REQUIREMENT
Make an exact copy of the records, with the images left out.
******************************
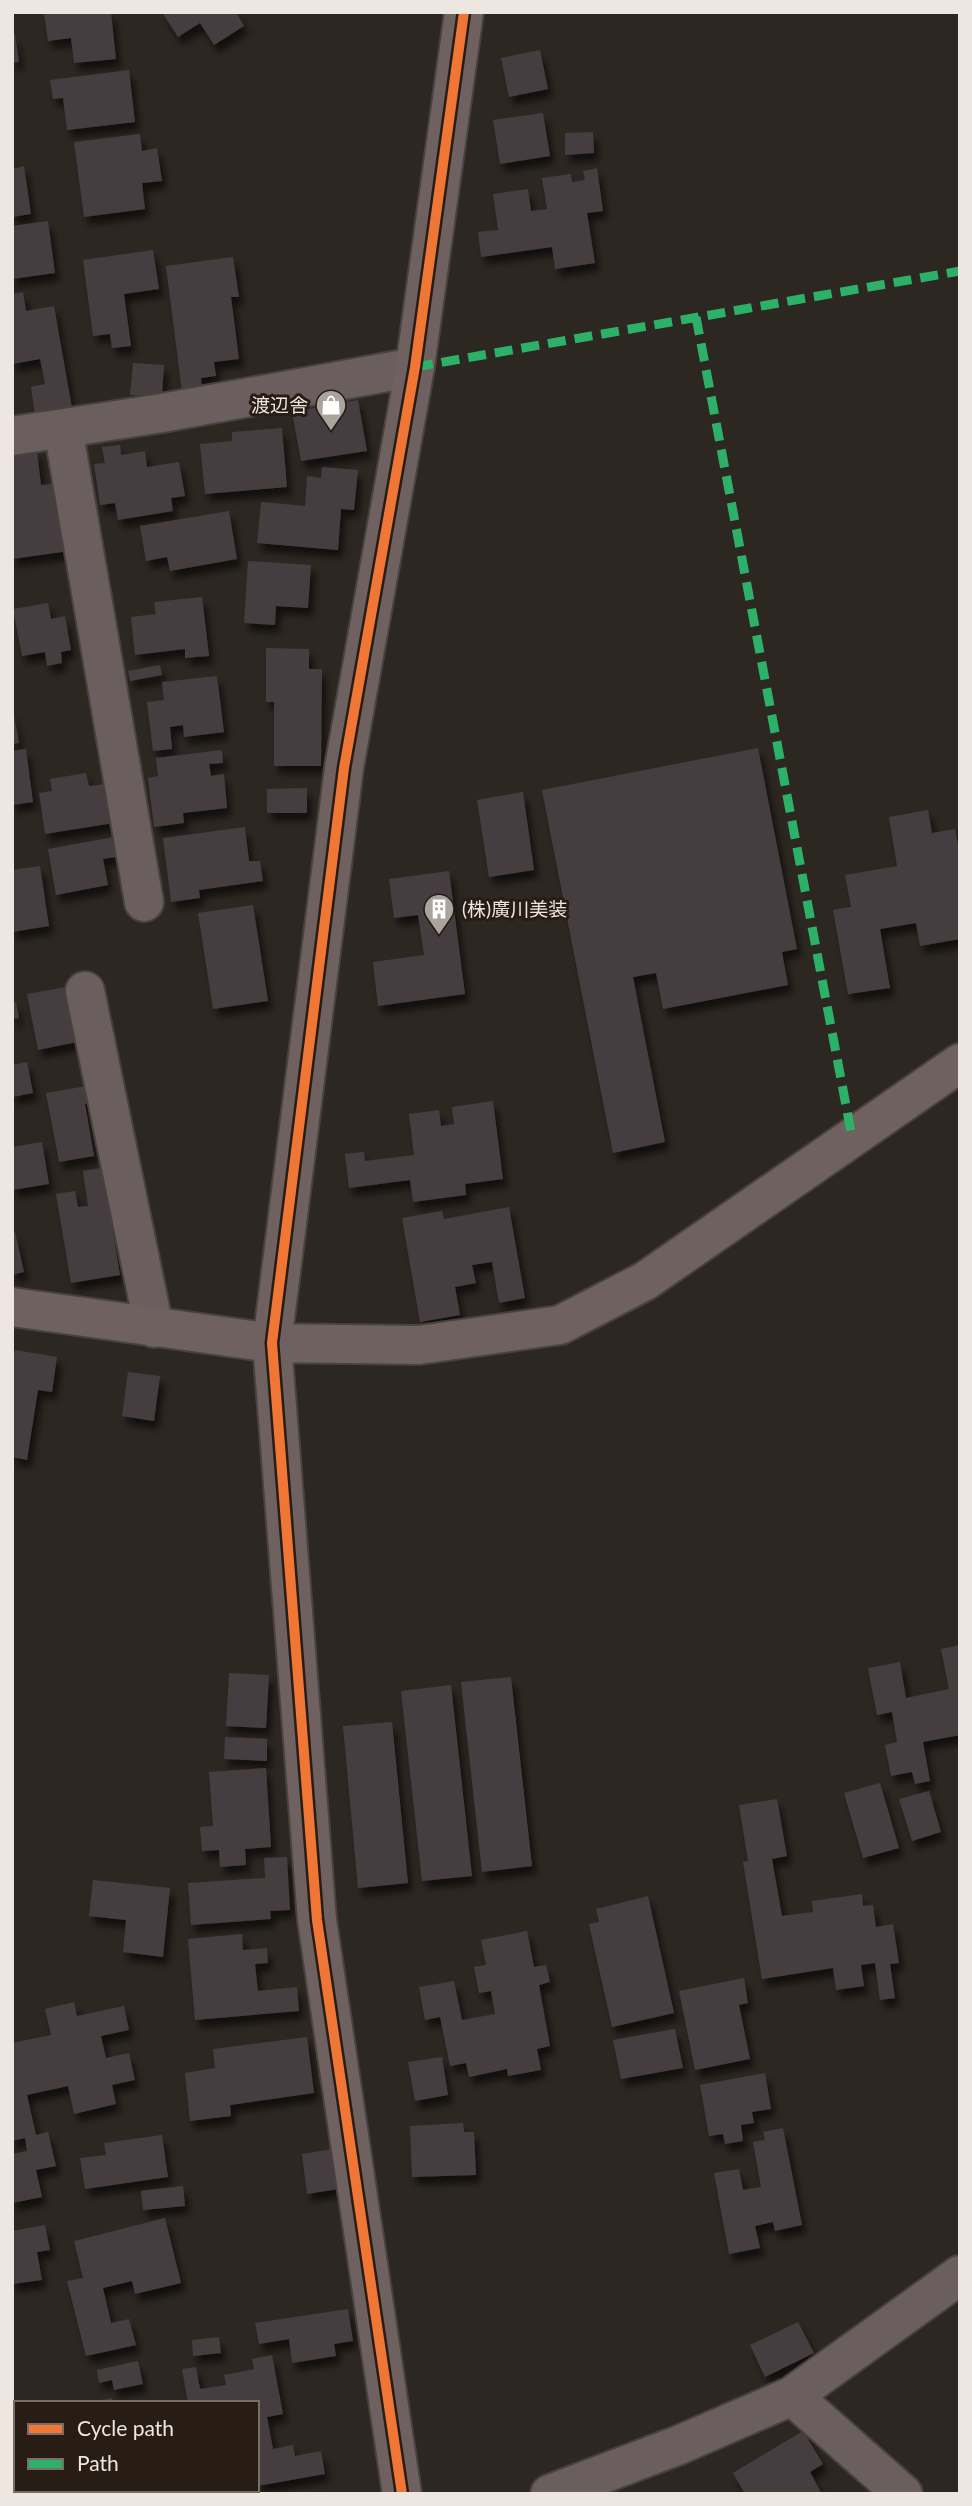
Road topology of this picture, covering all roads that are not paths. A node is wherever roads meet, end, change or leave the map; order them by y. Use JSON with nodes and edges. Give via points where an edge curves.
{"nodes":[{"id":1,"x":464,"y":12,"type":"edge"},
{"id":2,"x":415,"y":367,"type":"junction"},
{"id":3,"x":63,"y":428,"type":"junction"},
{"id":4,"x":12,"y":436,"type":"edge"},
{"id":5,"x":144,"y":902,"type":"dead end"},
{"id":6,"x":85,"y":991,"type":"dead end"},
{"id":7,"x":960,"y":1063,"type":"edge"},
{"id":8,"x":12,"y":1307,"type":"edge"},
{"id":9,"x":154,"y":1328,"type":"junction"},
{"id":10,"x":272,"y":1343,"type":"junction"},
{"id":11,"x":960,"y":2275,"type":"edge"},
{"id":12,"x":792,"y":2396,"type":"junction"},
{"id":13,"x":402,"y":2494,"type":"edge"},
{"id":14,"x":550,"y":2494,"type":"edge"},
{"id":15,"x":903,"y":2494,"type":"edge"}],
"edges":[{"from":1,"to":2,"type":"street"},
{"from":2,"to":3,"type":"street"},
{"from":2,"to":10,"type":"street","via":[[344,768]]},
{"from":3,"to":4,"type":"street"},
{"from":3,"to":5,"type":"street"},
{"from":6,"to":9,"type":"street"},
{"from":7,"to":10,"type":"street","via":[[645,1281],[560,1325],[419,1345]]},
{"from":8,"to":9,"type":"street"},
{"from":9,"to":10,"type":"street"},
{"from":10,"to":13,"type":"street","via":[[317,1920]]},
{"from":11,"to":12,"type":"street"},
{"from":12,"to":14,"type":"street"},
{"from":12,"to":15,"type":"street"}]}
******************************
RESPONSE TO THIS TASK
Road topology of this picture, covering all roads that are not paths. A node is wherever roads meet, end, change or leave the map; order them by y. Use JSON with nodes and edges. Give via points where an edge curves.
{"nodes":[{"id":1,"x":464,"y":12,"type":"edge"},
{"id":2,"x":415,"y":367,"type":"junction"},
{"id":3,"x":63,"y":428,"type":"junction"},
{"id":4,"x":12,"y":436,"type":"edge"},
{"id":5,"x":144,"y":902,"type":"dead end"},
{"id":6,"x":85,"y":991,"type":"dead end"},
{"id":7,"x":960,"y":1063,"type":"edge"},
{"id":8,"x":12,"y":1307,"type":"edge"},
{"id":9,"x":154,"y":1328,"type":"junction"},
{"id":10,"x":272,"y":1343,"type":"junction"},
{"id":11,"x":960,"y":2275,"type":"edge"},
{"id":12,"x":792,"y":2396,"type":"junction"},
{"id":13,"x":402,"y":2494,"type":"edge"},
{"id":14,"x":550,"y":2494,"type":"edge"},
{"id":15,"x":903,"y":2494,"type":"edge"}],
"edges":[{"from":1,"to":2,"type":"street"},
{"from":2,"to":3,"type":"street"},
{"from":2,"to":10,"type":"street","via":[[344,768]]},
{"from":3,"to":4,"type":"street"},
{"from":3,"to":5,"type":"street"},
{"from":6,"to":9,"type":"street"},
{"from":7,"to":10,"type":"street","via":[[645,1281],[560,1325],[419,1345]]},
{"from":8,"to":9,"type":"street"},
{"from":9,"to":10,"type":"street"},
{"from":10,"to":13,"type":"street","via":[[317,1920]]},
{"from":11,"to":12,"type":"street"},
{"from":12,"to":14,"type":"street"},
{"from":12,"to":15,"type":"street"}]}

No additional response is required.